TASK BRIEF
The answer must be one number: how many lines in the data below include the string "thumb".

SOURCE DATA

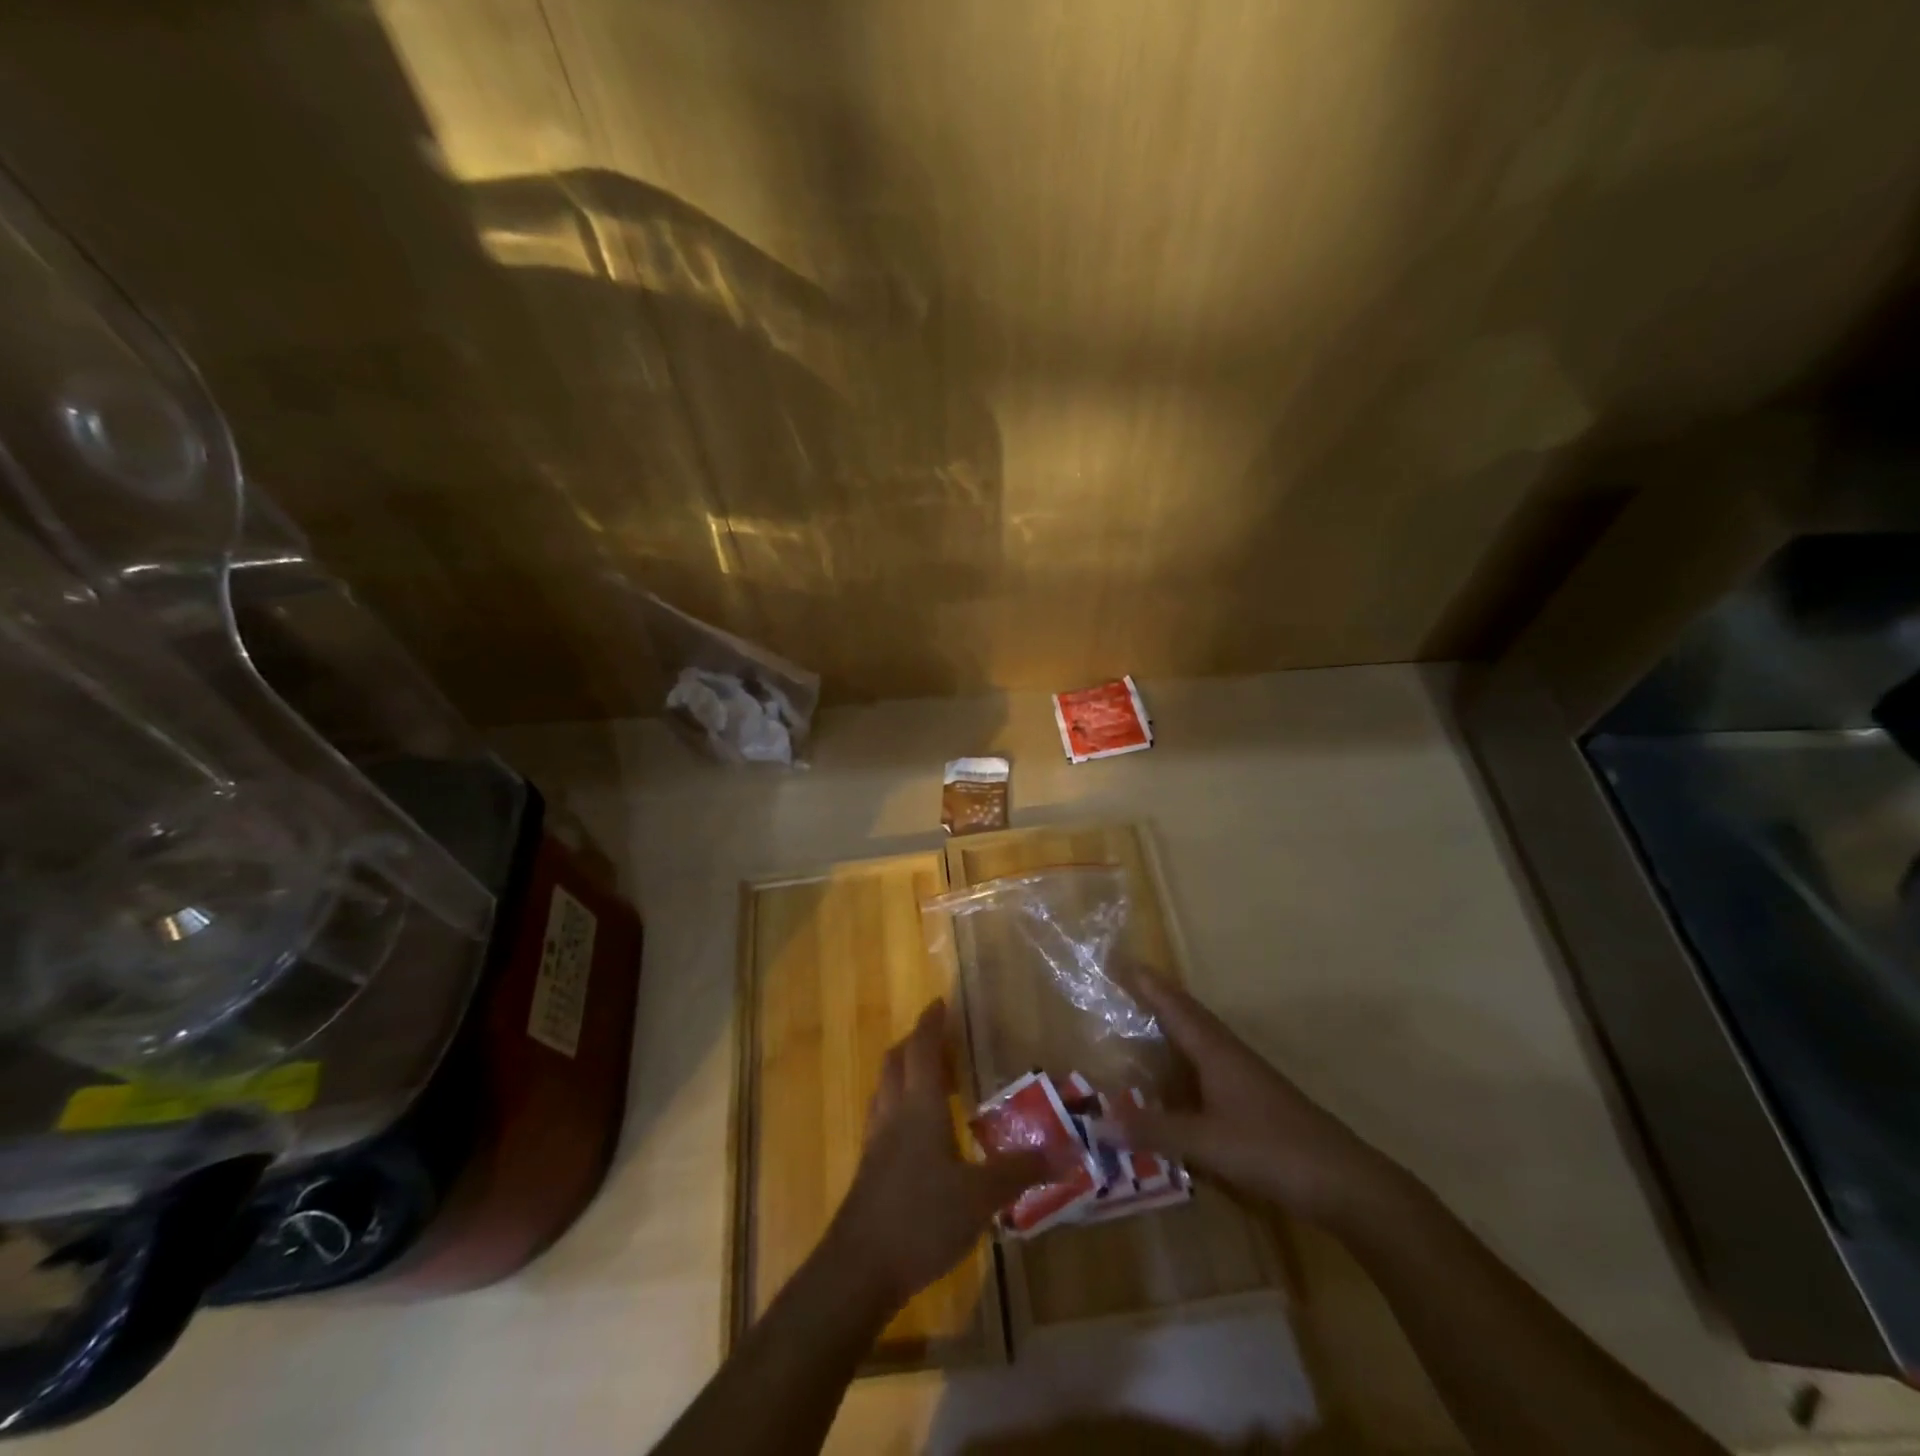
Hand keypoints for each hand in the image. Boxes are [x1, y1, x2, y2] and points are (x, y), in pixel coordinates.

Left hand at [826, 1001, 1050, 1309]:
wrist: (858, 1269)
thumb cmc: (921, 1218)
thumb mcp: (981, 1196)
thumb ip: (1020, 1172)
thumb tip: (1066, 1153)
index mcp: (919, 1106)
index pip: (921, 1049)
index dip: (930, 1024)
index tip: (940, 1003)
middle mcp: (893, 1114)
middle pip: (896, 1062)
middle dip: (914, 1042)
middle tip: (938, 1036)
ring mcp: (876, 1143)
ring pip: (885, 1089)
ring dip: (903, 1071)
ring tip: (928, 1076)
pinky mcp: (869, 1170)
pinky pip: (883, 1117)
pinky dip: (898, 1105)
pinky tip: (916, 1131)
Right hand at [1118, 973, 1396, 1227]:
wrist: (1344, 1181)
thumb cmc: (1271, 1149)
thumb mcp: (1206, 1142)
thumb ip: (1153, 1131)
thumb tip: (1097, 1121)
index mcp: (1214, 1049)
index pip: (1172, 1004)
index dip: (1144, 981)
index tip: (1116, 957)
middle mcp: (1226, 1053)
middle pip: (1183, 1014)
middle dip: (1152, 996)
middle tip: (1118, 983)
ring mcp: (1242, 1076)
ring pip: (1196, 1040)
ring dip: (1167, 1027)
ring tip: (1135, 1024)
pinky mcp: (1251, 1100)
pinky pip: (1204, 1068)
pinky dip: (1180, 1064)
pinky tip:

REPLY
8